We see this through college access programs, such as DiscoverU and OneJump and EMERGE, which are providing students with the support they need to access, attend, and ultimately succeed in college.

We see this through initiatives like Houston's Neighborhood Centers, which combine the best parts of community centers with schools.

And we're seeing efforts to support families themselves, so that they are informed and empowered and, on behalf of their children, can demand--and receive--the excellent education they deserve.

Teach For America's people have contributed so much to these efforts, working alongside so many others--parents, veteran educators, school board members, community leaders. They are but one part of what has helped grow the opportunities available to children today in Houston, but they've contributed so much energy and leadership--

From Dave Levin and Mike Feinberg and Chris Barbic, who have done so much to fuel our collective sense of possibility through starting and building the KIPP and YES charter school networks;

To Sehba Ali who is leading KIPP Houston forward, along with the alumni who serve as 18 of their 24 school leaders and hundreds of their teachers;

To the YES network's current superintendent and the alumni who serve as 11 of their 15 principals;

To many alumni who have worked within HISD over the years to effect system-level change in teacher and principal development, as well as those who are taking the SKY partnership in Spring Branch forward;

To the alumni who serve as the leaders of the efforts I mentioned earlier to provide students with extra supports and empower families.

It is my sincerest hope, that as you reflect on the last 25 years of Teach For America in Houston, and on all that you and others in this community have invested in this city, you recognize and feel good about everything that has been accomplished, even as you feel a deep sense of urgency about what more needs to be done.

I've come to see this work of ours as the Long Game. Today, we live in a land where quick fixes are expected.
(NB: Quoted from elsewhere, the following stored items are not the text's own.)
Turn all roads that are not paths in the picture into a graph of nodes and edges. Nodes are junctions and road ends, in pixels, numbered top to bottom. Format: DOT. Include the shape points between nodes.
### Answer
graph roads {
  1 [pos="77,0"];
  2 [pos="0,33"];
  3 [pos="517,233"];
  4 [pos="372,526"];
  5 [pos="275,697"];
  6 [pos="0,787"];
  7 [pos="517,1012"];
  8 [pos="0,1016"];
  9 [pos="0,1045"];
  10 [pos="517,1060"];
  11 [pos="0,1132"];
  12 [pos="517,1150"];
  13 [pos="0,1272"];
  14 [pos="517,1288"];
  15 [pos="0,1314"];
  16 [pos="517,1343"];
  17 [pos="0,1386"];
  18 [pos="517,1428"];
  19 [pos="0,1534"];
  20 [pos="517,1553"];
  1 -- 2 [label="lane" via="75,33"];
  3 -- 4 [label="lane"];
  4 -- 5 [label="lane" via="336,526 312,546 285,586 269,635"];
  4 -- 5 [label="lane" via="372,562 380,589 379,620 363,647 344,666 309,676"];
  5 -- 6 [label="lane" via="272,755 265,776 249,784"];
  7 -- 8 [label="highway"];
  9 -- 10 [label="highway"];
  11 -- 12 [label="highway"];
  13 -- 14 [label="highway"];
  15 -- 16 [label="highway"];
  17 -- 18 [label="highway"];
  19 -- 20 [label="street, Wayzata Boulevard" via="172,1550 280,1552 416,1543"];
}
But because the issue we're addressing is so complex, there is no quick fix.

There is a path to success--I see this constantly when I walk around schools that are experiencing transformative results, and visit communities--even whole countries--that are closing opportunity gaps.

But the only path is for many, many more of our most committed leaders to devote themselves to this work in all its complexity.

Because progress is such a Long Game, I feel so incredibly fortunate to have found my way to this work early enough in my life, and to have helped to enlist others, early in their careers--so that we can move the needle against this problem in a significant way, in our lifetimes.

I am so optimistic about the future here in Houston.

The foundation you're building on is so much stronger today than it was 25 years ago--with whole schools showing what is possible and much more functional talent development systems and a growing ecosystem of support for our most vulnerable children and a whole different level of community and parental engagement.

We've learned so much--about what's possible, and what it will take. And we have dozens and dozens of communities all across the country and all around the world as well that are themselves making significant progress in closing the opportunity gap that we can all learn from.

Thank you for all that you do. I can't wait to see where the next 25 years take us.